It was a hard decision to make: do we want to find more logos, accepting more mistakes - or do we want fewer errors but missing more logos?

Given that both recall rates (66% vs. 56%) were far from perfect, we tended to opt for finding more logos, accepting a few more mistakes.

Another critical question was: How well do the models work for small logos? When trying to catch logos “in the wild”, walking outside, the logos in our photos would be relatively small, depending on the distance. Ideally, we’d want to recognize logos from as far away as possible. When humans can clearly identify a logo, our model should do so, too - under ideal circumstances.

To test that, we derived the following test setup:

  • We put a labeled bottle of a particular beverage brand on our desk
  • We slowly approached the bottle with our Pixel phone running the logo detection
  • We kept the phone at a 90-degree angle from the desk surface (standing upright)
  • We measured the distance at which the logo was first detected: the further away, the better!

In this test, the Tiny YOLO clearly won, beating the MobileNet by 12.5 cm.

So it was settled. We decided to go further with Tiny YOLO.

The Case Study

Now that we had the technicalities all sorted out, it was time to do something useful with the logo detection glasses: We decided on doing a small case study to verify the approach of capturing consumers’ brand touchpoints via “smart glasses”. We also wanted to contrast the results from automatic logo detection with a more traditional market research method: a survey.

The first idea was to use the glasses while shopping, which we had to discard because taking pictures in shops is not permitted in Germany unless you have permission. We hadn’t, and it was unrealistic that we would get permission from every shop that we would have planned to visit.

So we changed the scenario: Probands of our case study would go on a fictional (window) shopping stroll in the city of Nuremberg, taking a pre-defined route while wearing our glasses and smartphones. We would make sure of knowing in advance all the brands’ logos on our route that were part of the case study. At one defined part of the shopping route, probands would get a choice to visit either a café or a fast-food chain, to take a small break and get rewarded for their participation with a coffee or beverage. Apart from that, they should behave as naturally as possible. We would not inform them what the case study was about.

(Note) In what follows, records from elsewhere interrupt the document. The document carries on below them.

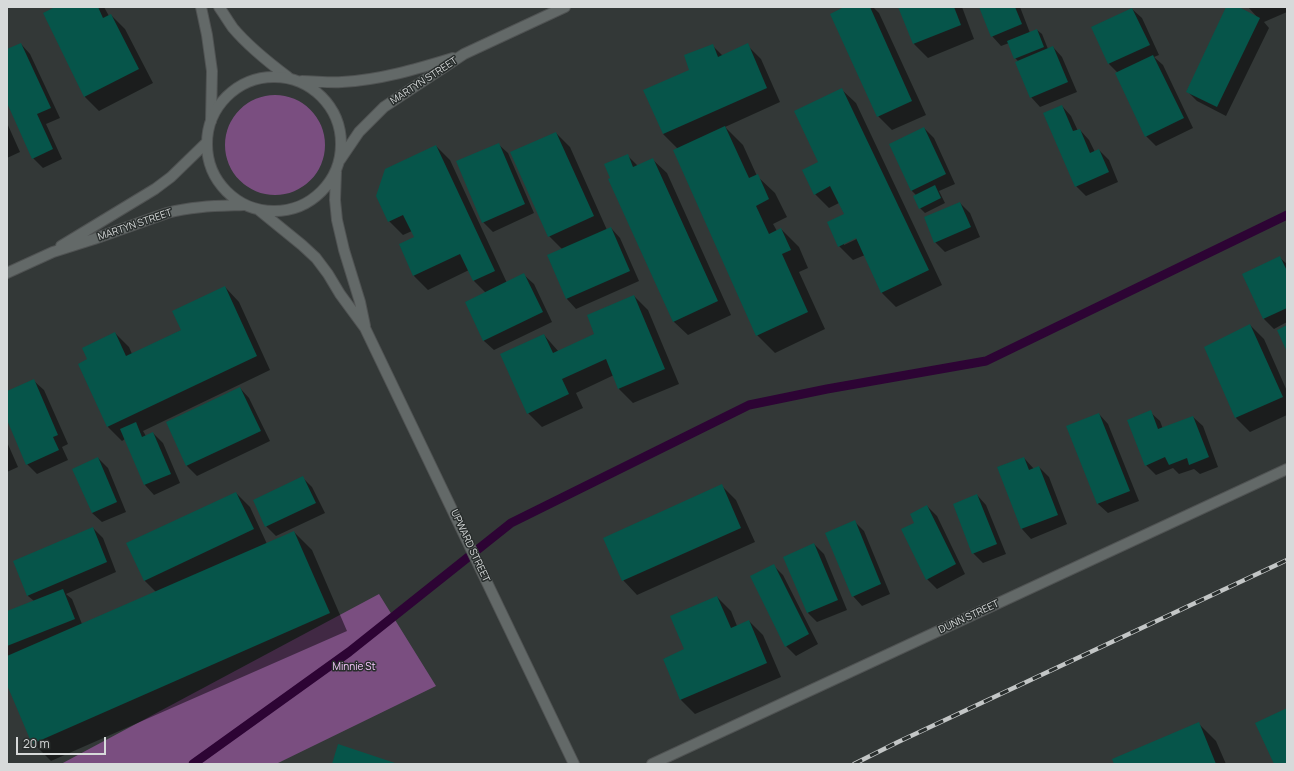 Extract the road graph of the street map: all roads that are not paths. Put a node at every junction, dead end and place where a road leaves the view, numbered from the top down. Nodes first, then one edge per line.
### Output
1 (202, 7) edge
2 (219, 7) edge
3 (566, 7) edge
4 (464, 54) junction
5 (288, 77) junction
6 (300, 81) junction
7 (211, 121) junction
8 (206, 143) junction
9 (337, 168) junction
10 (244, 205) junction
11 (260, 210) junction
12 (52, 252) junction
13 (7, 273) edge
14 (365, 328) junction
15 (1287, 469) edge
16 (574, 764) edge
17 (652, 764) edge

1 - 7 street
2 - 5 street
3 - 4 street, MARTYN STREET
4 - 6 street, MARTYN STREET
4 - 9 street, MARTYN STREET
5 - 6 street
5 - 7 street
6 - 9 street
7 - 8 street
8 - 10 street
8 - 12 street, MARTYN STREET
9 - 11 street
9 - 14 street, UPWARD STREET
10 - 11 street
10 - 12 street, MARTYN STREET
11 - 14 street, UPWARD STREET
12 - 13 street, MARTYN STREET
14 - 16 street, UPWARD STREET
15 - 17 street, DUNN STREET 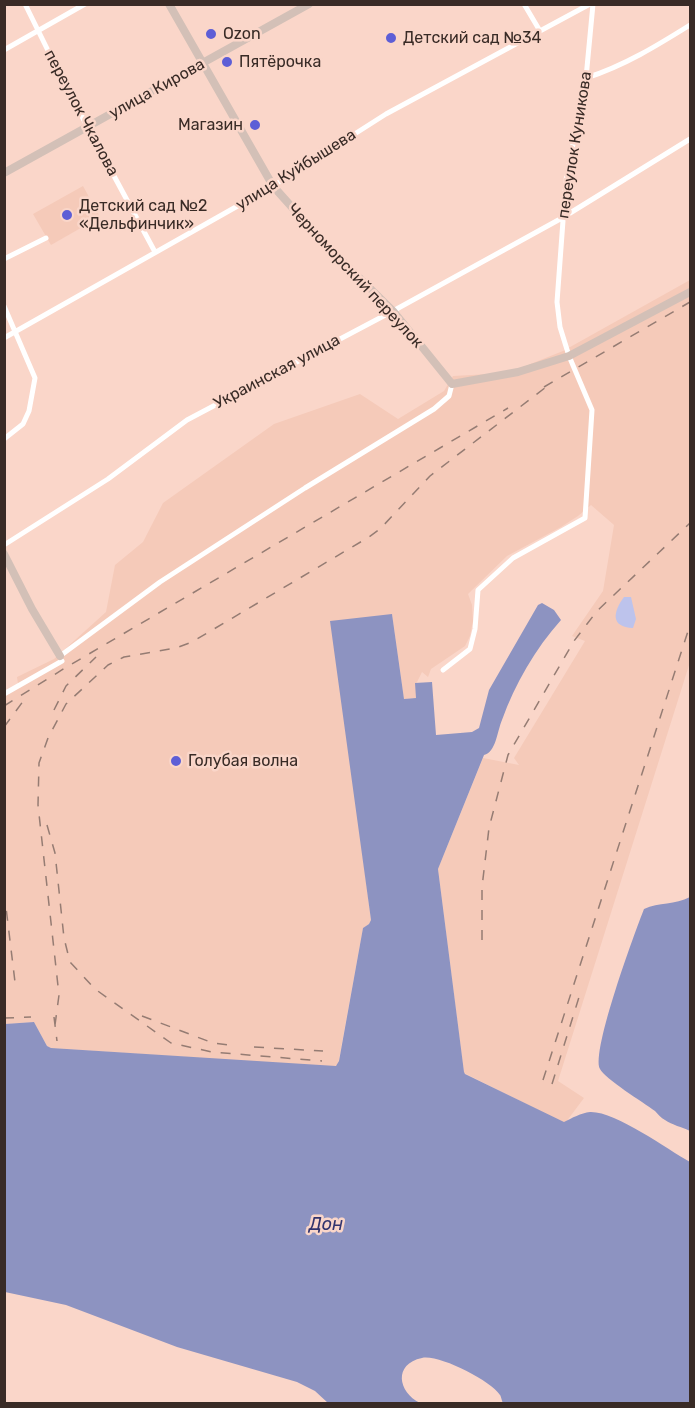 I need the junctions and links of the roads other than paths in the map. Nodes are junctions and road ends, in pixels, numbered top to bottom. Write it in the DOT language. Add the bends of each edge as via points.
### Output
graph roads {
  1 [pos="25,4"];
  2 [pos="85,4"];
  3 [pos="169,4"];
  4 [pos="309,4"];
  5 [pos="524,4"];
  6 [pos="592,4"];
  7 [pos="690,25"];
  8 [pos="38,31"];
  9 [pos="540,31"];
  10 [pos="4,50"];
  11 [pos="204,63"];
  12 [pos="586,78"];
  13 [pos="88,128"];
  14 [pos="690,139"];
  15 [pos="4,173"];
  16 [pos="273,186"];
  17 [pos="562,218"];
  18 [pos="46,238"];
  19 [pos="154,252"];
  20 [pos="4,259"];
  21 [pos="690,292"];
  22 [pos="4,306"];
  23 [pos="393,311"];
  24 [pos="16,331"];
  25 [pos="4,338"];
  26 [pos="569,356"];
  27 [pos="452,384"];
  28 [pos="4,439"];
  29 [pos="4,545"];
  30 [pos="4,554"];
  31 [pos="61,658"];
  32 [pos="443,670"];
  33 [pos="4,694"];
  1 -- 8 [label="street, переулок Чкалова"];
  2 -- 8 [label="street"];
  3 -- 11 [label="street, Черноморский переулок"];
  4 -- 11 [label="street, улица Кирова"];
  5 -- 9 [label="street"];
  6 -- 9 [label="street, улица Куйбышева"];
  6 -- 12 [label="street, переулок Куникова"];
  7 -- 12 [label="street" via="630,59"];
  8 -- 10 [label="street"];
  8 -- 13 [label="street, переулок Чкалова"];
  9 -- 16 [label="street, улица Куйбышева" via="386,114"];
  11 -- 13 [label="street, улица Кирова"];
  11 -- 16 [label="street, Черноморский переулок"];
  12 -- 17 [label="street, переулок Куникова"];
  13 -- 15 [label="street, улица Кирова"];
  13 -- 19 [label="street, переулок Чкалова"];
  14 -- 17 [label="street, Украинская улица"];
  16 -- 19 [label="street, улица Куйбышева"];
  16 -- 23 [label="street, Черноморский переулок"];
  17 -- 23 [label="street, Украинская улица"];
  17 -- 26 [label="street, переулок Куникова" via="557,302"];
  18 -- 20 [label="street"];
  19 -- 24 [label="street, улица Куйбышева"];
  21 -- 26 [label="street"];
  22 -- 24 [label="street"];
  23 -- 27 [label="street, Черноморский переулок"];
  23 -- 29 [label="street, Украинская улица" via="187,420 108,479"];
  24 -- 25 [label="street, улица Куйбышева"];
  24 -- 28 [label="street" via="35,378 23,424"];
  26 -- 27 [label="street" via="518,372"];
  26 -- 32 [label="street, переулок Куникова" via="592,410 585,518 513,558 477,590 470,649"];
  27 -- 31 [label="street" via="449,396 434,409 160,582"];
  30 -- 31 [label="street"];
  31 -- 33 [label="street"];
}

After the shopping stroll, they would need to fill out a short survey asking sociodemographic questions and questions about brands and brand touchpoints. E.g., to name ten brands that they had seen on the trip, how they liked and used our selected brands, which touchpoints with the selected brands they could recall, the order of these touchpoints, etc.

During the guided walk, the logo detection would track, for every detected logo:

  • timestamp
  • geolocation
  • logo
  • logo size and location in the image

In combination with the timestamp, the logo size and location in the image can tell whether one had been moving towards or away from a logo.

Our next task was to identify suitable brands that were also detectable during a walk through the city and for which we already had some training images. We settled on five brands, two of which had both a graphical logo and a text part. We would identify text and logo individually for such brands, making it seven detectable classes in total.

A New Dataset

Our first training approach was to use a different proprietary dataset of 15 brands with 21 classes (some had logo and text to recognize) that we had used in the past. The results were discouraging: 86% precision but only 22% recall on average. Detecting only 22% of logos was not acceptable.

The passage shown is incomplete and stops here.